Over the last few years, the European Union has pursued an engagement policy with North Korea. MEP Glyn Ford makes regular trips to Pyongyang to facilitate diplomatic progress; the German Freidrich Naumann Foundation runs economic education courses; European donors founded the Pyongyang Business School; and a small group of European ex-pat businessmen formed a de facto chamber of commerce, the European Business Association in Pyongyang. Although European companies have experienced mixed success in the DPRK they continue to look for new opportunities.
This morning, however, Felix Abt, a Swiss director of the PyongSu Pharmaceutical Joint Venture Co. in Pyongyang informs me that his life insurance policy (purchased from a European company) has been cancelled.

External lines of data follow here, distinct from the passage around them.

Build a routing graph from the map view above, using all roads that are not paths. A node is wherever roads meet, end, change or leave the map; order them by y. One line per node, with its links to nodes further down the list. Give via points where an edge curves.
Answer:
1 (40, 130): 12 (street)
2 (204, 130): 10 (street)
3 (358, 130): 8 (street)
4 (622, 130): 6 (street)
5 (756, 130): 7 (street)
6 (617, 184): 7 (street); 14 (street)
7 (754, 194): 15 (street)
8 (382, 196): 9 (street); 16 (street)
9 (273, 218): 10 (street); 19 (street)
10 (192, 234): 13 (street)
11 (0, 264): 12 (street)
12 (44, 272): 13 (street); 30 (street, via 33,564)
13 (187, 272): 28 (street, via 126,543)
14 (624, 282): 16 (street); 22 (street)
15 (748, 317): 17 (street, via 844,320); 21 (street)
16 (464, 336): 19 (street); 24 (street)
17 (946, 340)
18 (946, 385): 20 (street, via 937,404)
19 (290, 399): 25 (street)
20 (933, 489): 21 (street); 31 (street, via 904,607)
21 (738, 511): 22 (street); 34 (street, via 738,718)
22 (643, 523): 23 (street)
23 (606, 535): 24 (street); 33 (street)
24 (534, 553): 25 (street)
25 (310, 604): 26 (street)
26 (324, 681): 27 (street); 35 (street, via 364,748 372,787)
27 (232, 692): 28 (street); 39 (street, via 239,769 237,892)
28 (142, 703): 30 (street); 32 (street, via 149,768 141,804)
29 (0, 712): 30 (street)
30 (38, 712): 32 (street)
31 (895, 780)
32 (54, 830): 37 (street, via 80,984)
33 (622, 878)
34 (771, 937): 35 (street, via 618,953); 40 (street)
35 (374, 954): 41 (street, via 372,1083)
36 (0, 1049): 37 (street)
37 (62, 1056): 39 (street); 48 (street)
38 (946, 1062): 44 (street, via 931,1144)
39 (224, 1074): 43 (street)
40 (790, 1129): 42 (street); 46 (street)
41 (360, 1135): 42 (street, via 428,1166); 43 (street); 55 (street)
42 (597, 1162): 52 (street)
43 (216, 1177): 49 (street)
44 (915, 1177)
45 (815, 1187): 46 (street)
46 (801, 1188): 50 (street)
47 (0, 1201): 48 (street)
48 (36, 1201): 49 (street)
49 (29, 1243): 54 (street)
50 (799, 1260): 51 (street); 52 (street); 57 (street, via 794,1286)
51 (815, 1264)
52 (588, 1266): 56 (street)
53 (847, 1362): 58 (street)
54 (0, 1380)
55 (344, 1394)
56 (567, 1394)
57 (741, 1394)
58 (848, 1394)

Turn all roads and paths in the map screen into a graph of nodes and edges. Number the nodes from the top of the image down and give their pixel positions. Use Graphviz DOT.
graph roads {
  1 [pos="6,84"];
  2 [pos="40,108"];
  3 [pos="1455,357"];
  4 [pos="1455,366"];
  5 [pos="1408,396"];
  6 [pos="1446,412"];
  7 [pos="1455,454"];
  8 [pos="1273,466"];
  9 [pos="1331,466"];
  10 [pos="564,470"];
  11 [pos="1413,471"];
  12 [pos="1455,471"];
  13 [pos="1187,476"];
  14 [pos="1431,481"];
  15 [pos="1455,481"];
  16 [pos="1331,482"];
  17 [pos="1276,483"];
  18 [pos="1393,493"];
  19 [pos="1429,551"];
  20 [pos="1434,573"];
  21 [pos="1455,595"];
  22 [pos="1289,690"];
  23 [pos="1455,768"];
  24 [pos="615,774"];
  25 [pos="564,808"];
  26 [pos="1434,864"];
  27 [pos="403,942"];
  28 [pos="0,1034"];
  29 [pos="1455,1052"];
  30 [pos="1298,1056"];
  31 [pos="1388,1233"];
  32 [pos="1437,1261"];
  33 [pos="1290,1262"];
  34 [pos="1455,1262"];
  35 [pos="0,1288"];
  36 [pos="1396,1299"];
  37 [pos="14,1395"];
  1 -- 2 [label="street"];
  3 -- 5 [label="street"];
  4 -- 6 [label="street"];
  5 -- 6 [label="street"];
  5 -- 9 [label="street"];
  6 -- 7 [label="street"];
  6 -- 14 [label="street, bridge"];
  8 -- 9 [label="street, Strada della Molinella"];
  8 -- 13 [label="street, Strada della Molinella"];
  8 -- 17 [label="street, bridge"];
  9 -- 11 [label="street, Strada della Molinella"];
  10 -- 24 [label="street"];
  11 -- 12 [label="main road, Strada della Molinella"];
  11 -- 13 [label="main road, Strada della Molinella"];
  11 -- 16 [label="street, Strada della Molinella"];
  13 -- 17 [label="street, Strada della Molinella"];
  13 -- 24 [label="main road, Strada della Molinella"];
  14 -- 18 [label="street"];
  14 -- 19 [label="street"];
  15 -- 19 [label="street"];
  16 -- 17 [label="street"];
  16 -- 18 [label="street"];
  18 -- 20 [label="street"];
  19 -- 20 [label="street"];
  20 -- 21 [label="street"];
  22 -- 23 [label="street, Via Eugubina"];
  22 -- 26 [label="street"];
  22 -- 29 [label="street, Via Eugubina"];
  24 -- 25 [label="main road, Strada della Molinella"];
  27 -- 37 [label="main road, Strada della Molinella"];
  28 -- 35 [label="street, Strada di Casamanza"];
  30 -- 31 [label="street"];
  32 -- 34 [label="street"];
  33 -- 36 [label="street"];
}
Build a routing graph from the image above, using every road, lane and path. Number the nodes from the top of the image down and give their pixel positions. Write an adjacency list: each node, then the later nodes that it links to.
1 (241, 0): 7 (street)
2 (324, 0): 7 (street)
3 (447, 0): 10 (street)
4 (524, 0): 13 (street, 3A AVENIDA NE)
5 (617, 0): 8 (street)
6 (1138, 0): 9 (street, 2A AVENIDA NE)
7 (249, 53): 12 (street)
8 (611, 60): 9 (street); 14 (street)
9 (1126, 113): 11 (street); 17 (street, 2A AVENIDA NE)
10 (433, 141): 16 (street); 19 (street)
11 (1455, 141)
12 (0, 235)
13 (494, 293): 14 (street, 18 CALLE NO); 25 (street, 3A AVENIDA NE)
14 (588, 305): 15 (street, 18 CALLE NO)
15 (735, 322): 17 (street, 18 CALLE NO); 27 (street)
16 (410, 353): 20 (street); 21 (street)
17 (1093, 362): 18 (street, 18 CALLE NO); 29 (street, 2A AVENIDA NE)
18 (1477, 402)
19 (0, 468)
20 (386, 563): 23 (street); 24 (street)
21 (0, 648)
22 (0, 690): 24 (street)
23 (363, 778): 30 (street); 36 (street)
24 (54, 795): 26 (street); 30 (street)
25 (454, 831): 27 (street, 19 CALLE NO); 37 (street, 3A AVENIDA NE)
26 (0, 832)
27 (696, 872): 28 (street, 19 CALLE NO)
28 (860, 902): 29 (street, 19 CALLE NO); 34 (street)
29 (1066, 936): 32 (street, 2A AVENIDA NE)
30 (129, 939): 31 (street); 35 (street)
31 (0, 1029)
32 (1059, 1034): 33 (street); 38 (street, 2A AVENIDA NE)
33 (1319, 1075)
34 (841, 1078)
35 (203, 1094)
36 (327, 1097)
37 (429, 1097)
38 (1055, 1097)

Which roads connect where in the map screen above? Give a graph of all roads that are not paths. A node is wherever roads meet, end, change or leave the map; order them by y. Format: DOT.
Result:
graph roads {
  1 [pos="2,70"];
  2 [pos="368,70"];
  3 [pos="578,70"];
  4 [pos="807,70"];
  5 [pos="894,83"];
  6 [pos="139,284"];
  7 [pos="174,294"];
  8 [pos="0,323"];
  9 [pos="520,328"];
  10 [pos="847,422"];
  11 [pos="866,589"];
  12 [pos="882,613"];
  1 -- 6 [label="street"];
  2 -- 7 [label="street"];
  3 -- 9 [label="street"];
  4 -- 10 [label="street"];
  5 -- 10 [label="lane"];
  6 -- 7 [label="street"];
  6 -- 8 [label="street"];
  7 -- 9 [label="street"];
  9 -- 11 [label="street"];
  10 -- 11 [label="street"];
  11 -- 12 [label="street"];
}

“A European life insurance company cancelled my life insurance because I am a dangerous person living in a dangerous country. Credit card organisations cancel credit cards for such persons in such countries, health insurance companies come up with other reservations and limitations and the latest organisation that has just expelled me is LinkedIn with a very curious explanation.”
I am unsure how the cancellation of life insurance policies could impact other Europen investments in the DPRK, but the marginal effect cannot be positive. Mr. Abt has been a resident of Pyongyang for years where he manufactures Western-quality pharmaceuticals. Needless to say, the DPRK is very much in need of his services, so it is a shame that after all this time he is now considered a liability by his insurer.
Mr. Abt also forwarded his rejection from the business networking site LinkedIn, which is posted below:
Apparently LinkedIn‘s legal department considers logging into the server as “receiving goods of US origin” (the software I presume), and so it prohibits account holders, or even logging in, from Cuba, Iran, North Korea, Sudan and Syria—even if they are Swiss.